_Try it:_
Take the lines in the listing below from the line with "thumb tip: (149, 175)" up to and including the line with "thumb mcp: (296, 271)" and set them down exactly, skipping pictures and adding nothing.

--- Data for review Enclosed Below ---

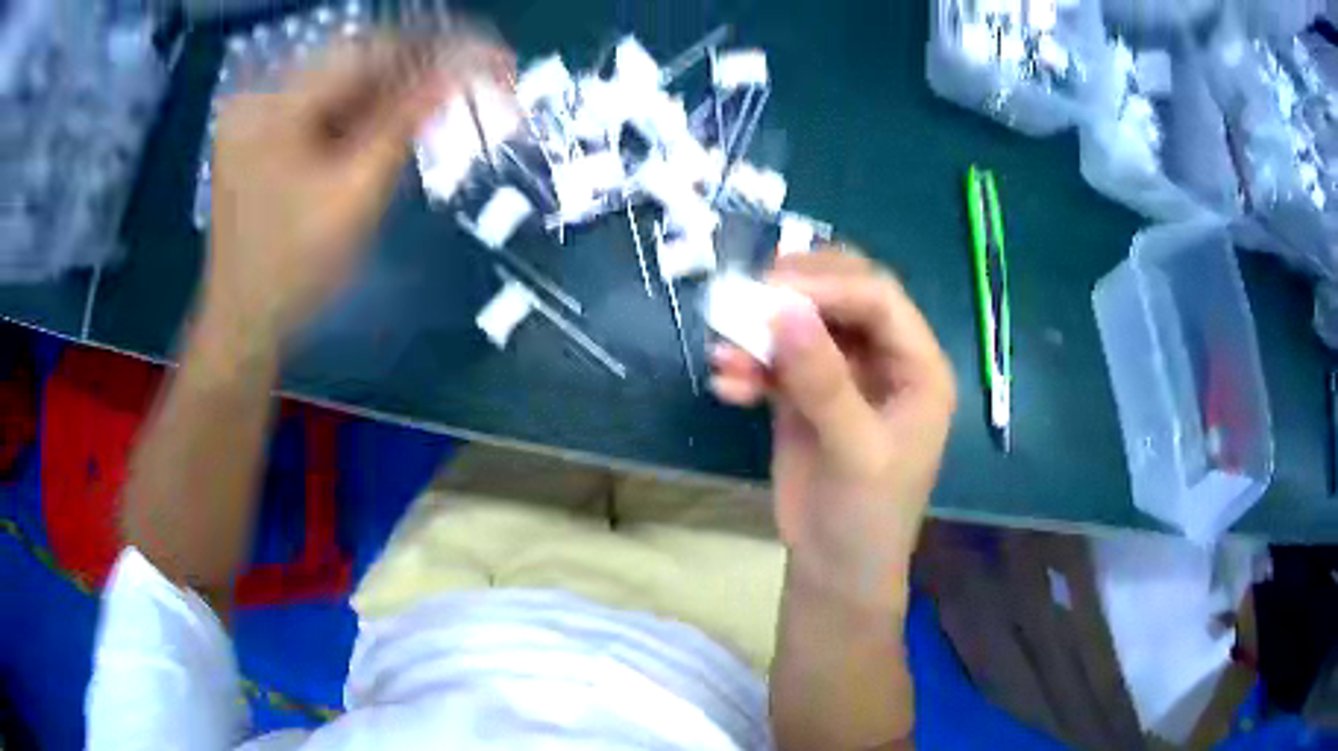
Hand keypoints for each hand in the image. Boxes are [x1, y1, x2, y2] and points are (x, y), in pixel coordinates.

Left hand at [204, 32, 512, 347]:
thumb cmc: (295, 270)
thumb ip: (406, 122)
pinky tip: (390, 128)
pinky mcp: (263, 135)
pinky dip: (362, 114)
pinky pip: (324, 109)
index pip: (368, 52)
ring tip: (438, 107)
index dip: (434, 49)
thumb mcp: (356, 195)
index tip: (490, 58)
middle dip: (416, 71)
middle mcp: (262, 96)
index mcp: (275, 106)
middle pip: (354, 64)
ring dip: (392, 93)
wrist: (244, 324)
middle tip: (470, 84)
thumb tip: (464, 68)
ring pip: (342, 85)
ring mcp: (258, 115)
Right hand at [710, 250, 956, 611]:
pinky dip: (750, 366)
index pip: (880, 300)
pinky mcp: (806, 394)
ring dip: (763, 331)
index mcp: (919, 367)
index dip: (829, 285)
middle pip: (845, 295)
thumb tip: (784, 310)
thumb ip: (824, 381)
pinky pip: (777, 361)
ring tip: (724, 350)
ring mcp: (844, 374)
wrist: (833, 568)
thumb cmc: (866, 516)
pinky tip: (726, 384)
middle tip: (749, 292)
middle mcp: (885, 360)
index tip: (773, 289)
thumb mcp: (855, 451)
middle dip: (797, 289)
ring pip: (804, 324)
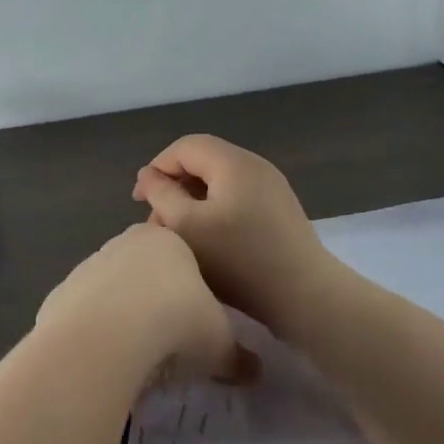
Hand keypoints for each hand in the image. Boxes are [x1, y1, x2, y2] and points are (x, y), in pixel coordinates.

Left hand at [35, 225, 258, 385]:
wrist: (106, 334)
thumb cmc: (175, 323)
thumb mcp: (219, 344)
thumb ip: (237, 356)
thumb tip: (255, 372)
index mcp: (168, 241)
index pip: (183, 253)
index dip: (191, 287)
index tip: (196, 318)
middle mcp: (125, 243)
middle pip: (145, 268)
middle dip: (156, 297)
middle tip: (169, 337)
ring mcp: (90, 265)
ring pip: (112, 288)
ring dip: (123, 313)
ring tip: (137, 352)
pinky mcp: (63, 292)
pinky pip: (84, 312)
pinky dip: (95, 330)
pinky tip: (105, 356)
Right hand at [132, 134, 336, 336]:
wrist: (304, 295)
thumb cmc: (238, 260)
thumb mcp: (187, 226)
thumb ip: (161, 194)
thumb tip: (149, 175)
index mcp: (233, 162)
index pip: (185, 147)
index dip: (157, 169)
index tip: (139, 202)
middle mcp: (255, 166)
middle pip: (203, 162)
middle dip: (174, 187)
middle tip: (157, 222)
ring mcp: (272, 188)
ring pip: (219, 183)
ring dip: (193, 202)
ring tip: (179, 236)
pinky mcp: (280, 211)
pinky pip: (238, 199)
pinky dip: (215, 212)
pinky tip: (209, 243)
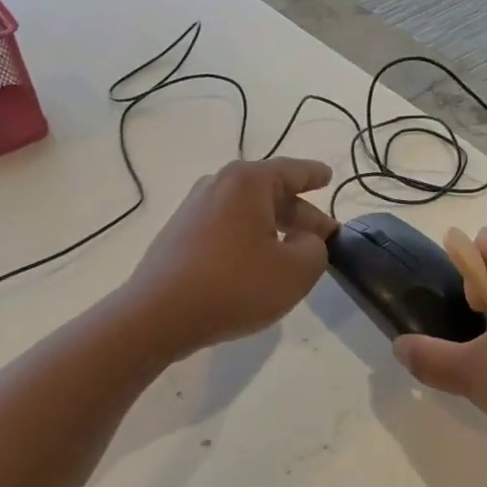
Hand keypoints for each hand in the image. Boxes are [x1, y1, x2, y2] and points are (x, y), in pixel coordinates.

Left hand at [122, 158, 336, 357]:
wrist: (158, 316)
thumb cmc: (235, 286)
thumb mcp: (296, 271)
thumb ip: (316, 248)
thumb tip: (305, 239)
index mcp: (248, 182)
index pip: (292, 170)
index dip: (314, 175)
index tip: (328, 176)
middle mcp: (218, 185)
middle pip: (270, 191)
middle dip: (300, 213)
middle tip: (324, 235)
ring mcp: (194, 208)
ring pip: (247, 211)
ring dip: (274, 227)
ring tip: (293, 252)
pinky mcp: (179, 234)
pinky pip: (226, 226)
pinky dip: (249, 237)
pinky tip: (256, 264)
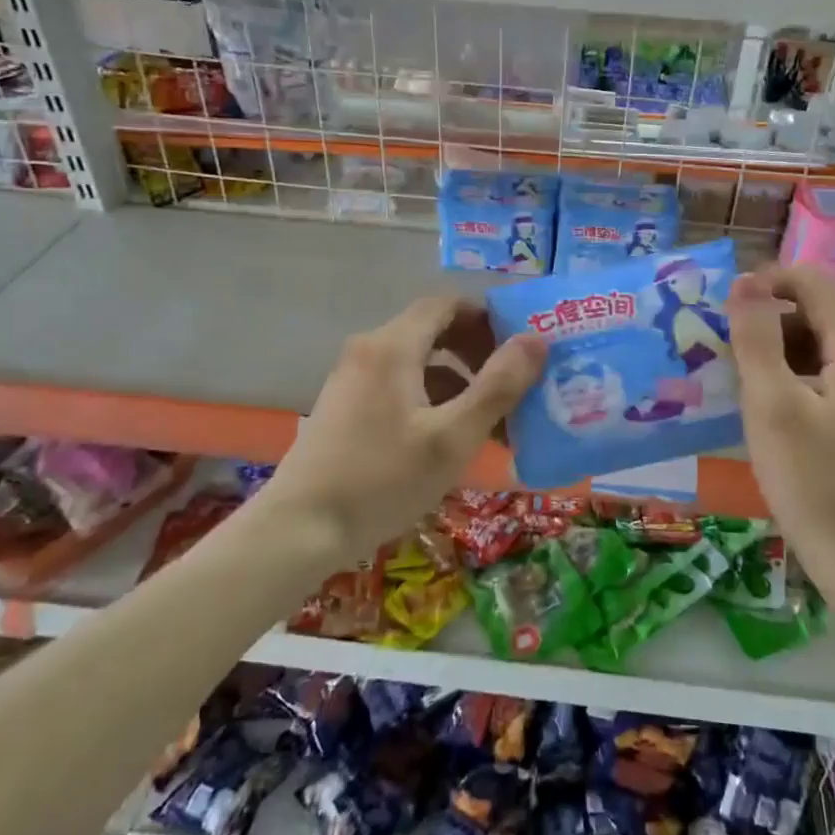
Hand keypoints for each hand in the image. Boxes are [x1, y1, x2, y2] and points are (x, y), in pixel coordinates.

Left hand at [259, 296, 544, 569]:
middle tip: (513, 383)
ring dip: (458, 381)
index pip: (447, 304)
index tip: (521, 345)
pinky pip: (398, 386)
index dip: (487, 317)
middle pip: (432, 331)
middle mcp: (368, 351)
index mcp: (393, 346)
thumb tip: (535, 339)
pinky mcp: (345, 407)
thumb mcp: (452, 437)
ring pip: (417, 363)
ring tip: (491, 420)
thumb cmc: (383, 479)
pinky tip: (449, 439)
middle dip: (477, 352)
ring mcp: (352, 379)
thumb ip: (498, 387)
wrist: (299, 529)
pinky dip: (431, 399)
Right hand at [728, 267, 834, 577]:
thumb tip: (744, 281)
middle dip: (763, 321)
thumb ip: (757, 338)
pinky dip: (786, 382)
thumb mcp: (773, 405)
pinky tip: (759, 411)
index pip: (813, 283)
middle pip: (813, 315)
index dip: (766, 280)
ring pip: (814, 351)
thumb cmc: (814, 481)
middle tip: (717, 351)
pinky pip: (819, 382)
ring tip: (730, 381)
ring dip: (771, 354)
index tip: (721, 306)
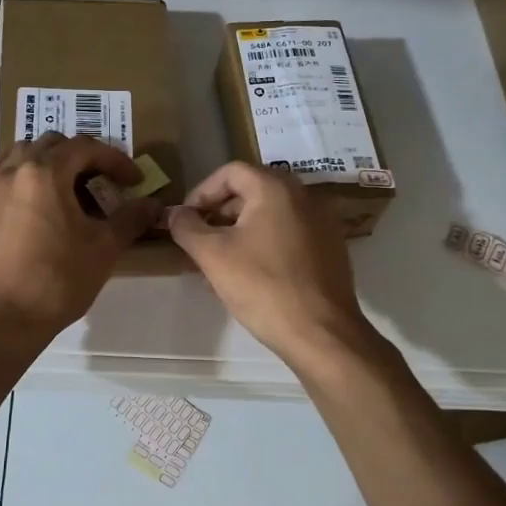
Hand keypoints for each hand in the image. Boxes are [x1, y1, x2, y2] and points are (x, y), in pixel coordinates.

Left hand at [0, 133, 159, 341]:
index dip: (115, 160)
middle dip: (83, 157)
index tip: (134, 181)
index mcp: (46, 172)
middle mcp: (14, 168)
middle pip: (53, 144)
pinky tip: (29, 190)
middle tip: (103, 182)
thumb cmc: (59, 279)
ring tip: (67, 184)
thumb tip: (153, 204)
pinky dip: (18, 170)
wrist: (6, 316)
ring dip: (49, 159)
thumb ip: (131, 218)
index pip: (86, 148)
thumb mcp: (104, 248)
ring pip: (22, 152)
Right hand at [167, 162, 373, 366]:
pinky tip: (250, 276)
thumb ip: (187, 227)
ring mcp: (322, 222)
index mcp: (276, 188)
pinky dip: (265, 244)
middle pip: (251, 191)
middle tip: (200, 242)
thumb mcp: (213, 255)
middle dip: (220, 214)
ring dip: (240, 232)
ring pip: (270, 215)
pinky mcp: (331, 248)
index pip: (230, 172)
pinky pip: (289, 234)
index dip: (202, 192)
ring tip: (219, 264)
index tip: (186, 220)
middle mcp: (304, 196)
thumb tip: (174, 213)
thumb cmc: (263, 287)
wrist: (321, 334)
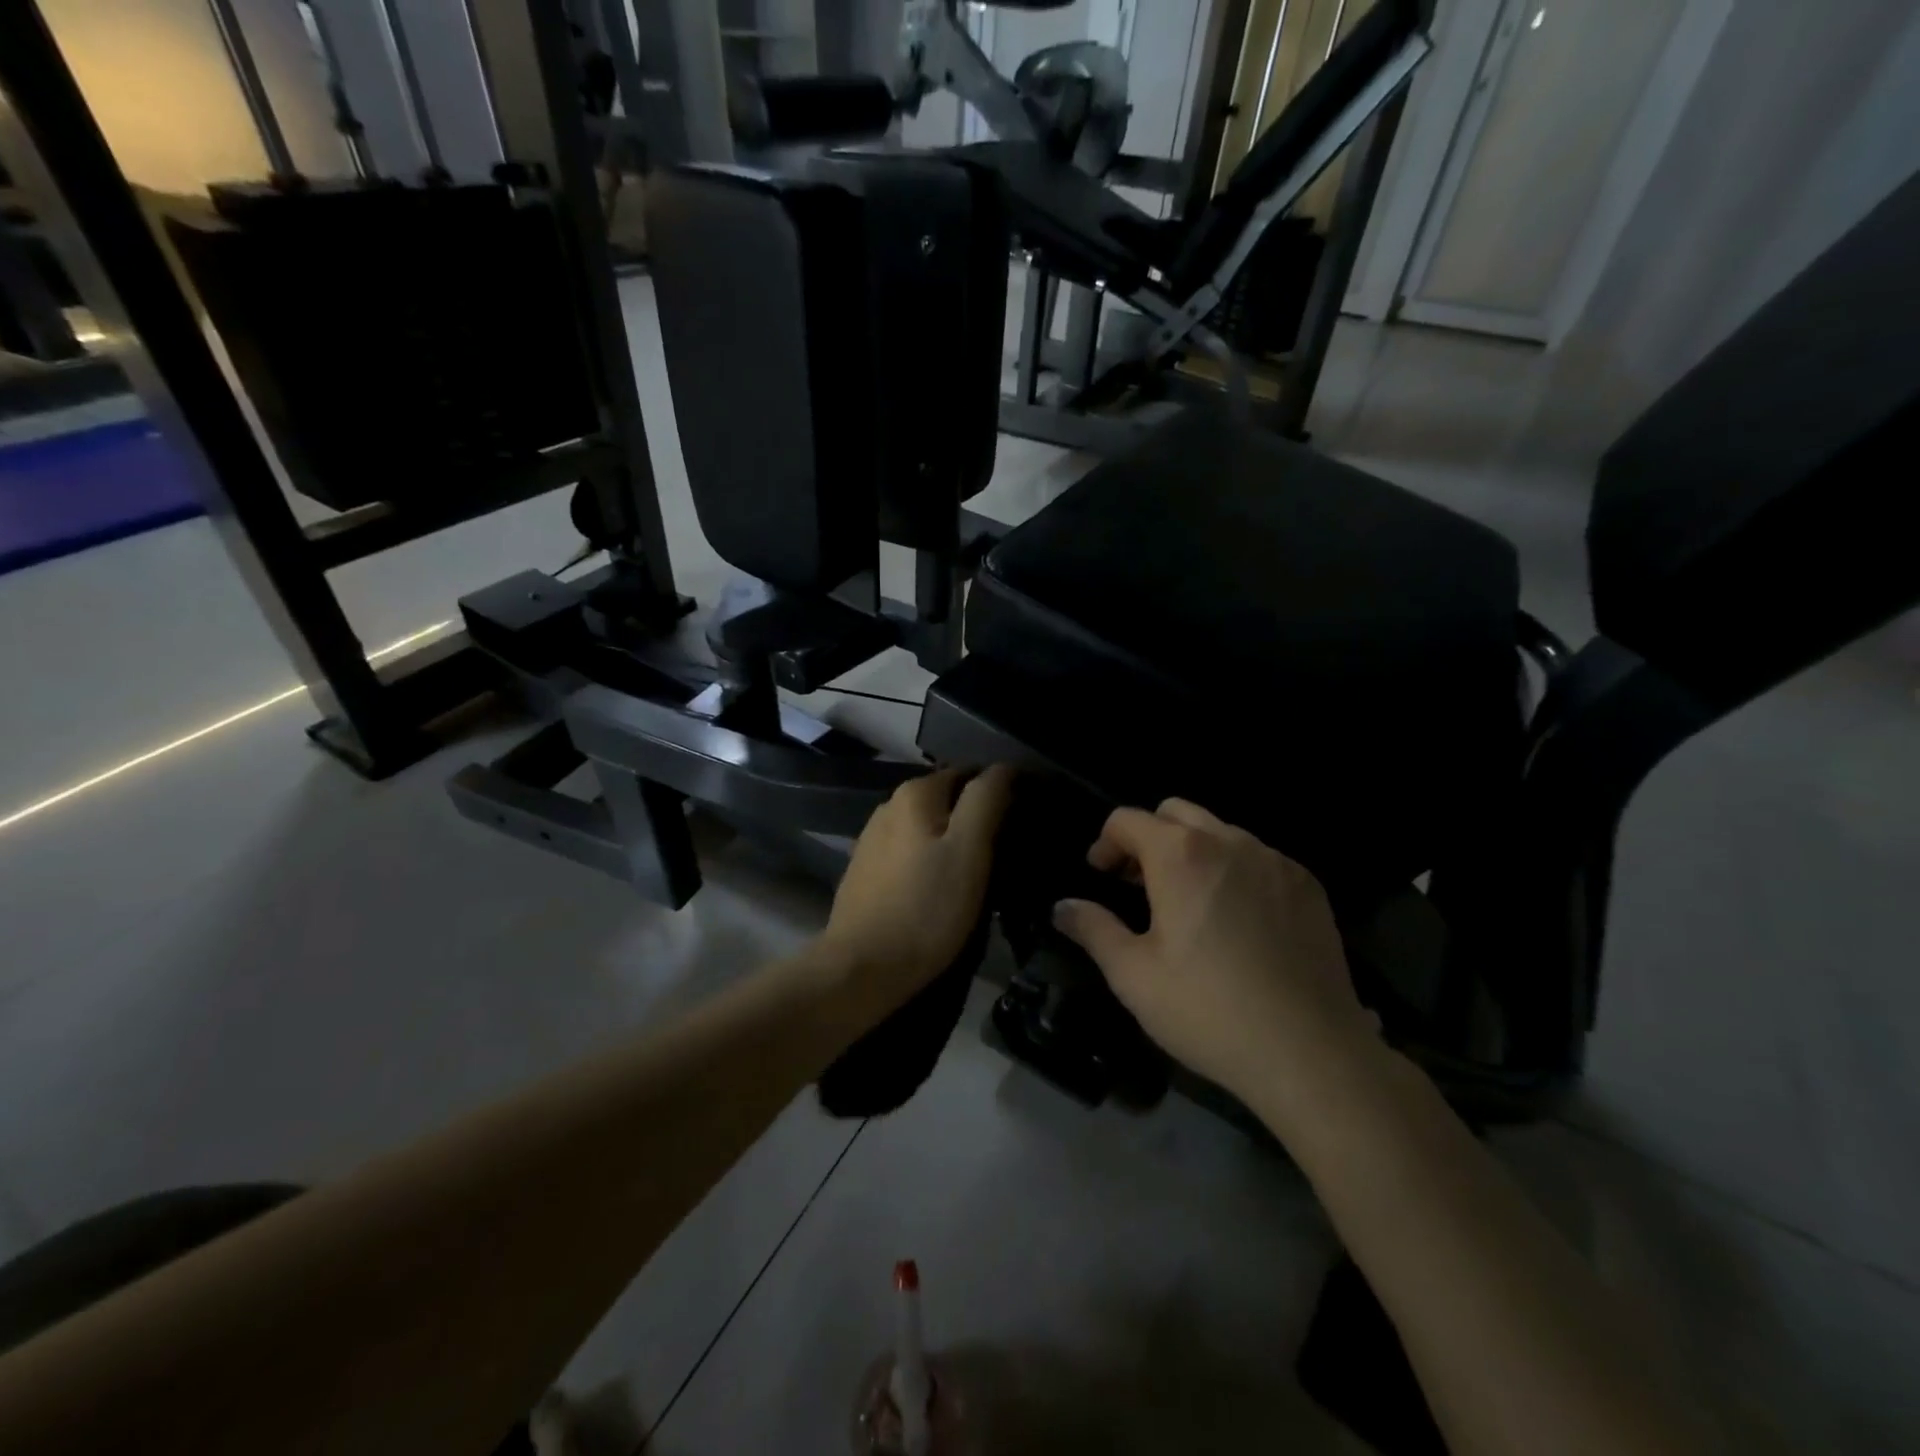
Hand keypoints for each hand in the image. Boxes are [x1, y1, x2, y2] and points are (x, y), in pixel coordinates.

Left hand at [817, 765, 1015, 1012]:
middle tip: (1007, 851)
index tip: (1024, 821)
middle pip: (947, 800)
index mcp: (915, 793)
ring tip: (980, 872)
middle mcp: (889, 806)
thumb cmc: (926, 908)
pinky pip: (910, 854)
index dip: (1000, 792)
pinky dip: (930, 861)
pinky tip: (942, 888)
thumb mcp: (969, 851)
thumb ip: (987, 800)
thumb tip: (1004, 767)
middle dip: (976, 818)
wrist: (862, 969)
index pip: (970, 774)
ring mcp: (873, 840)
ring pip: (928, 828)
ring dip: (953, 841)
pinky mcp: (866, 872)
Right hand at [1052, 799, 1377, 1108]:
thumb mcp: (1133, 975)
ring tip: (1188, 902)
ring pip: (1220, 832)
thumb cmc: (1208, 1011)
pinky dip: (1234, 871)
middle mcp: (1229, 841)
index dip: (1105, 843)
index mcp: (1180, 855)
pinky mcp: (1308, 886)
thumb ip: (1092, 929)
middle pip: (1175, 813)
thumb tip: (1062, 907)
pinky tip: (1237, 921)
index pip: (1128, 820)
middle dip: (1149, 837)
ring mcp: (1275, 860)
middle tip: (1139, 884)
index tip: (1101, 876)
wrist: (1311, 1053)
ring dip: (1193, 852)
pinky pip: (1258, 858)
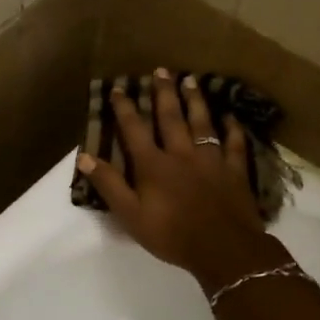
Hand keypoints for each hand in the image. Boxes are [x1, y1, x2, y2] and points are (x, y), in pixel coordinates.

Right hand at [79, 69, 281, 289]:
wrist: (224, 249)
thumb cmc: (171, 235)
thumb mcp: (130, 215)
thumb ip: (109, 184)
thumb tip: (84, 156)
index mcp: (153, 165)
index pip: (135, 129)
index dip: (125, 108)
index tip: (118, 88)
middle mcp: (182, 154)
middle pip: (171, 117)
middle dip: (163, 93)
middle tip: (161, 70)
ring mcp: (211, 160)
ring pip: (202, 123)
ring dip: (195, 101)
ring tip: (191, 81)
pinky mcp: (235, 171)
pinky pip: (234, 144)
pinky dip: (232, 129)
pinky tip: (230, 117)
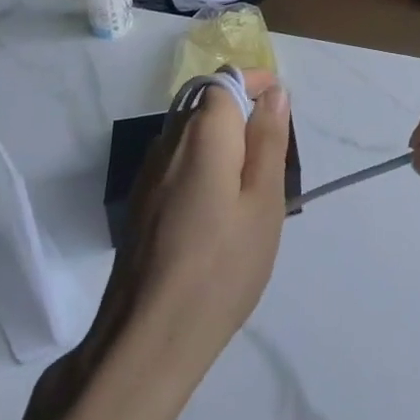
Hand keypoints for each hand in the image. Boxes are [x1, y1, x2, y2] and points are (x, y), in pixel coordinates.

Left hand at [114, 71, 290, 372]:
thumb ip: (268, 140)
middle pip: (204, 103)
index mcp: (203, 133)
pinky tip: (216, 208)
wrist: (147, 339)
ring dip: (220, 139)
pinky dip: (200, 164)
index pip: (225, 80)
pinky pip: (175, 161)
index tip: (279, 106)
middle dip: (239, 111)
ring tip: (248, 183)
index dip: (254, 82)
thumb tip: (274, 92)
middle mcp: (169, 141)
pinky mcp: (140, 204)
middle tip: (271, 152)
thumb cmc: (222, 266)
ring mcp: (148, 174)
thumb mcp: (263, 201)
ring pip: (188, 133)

--- End of Enclosed Data for review ---

_The answer:_
thumb tip: (149, 175)
index mcp: (233, 162)
index pip: (185, 147)
index dip: (157, 169)
index tip: (139, 202)
middle mcp: (255, 166)
middle pip: (203, 162)
middle dip: (174, 187)
middle tip: (157, 222)
ring mcp: (272, 188)
ring pip: (219, 183)
ring dip: (193, 202)
ring tip: (179, 236)
pinky mcp: (280, 211)
pinky pip: (238, 199)
pinky dip: (215, 212)
pinky tip: (209, 243)
Hand keypoints for each hand in the image. Boxes are [x1, y1, x2, y2] and points are (x, y), in pixel coordinates.

Left hand at [122, 158, 336, 357]:
wrist: (158, 316)
thumb cmc: (235, 286)
thumb mcp: (296, 271)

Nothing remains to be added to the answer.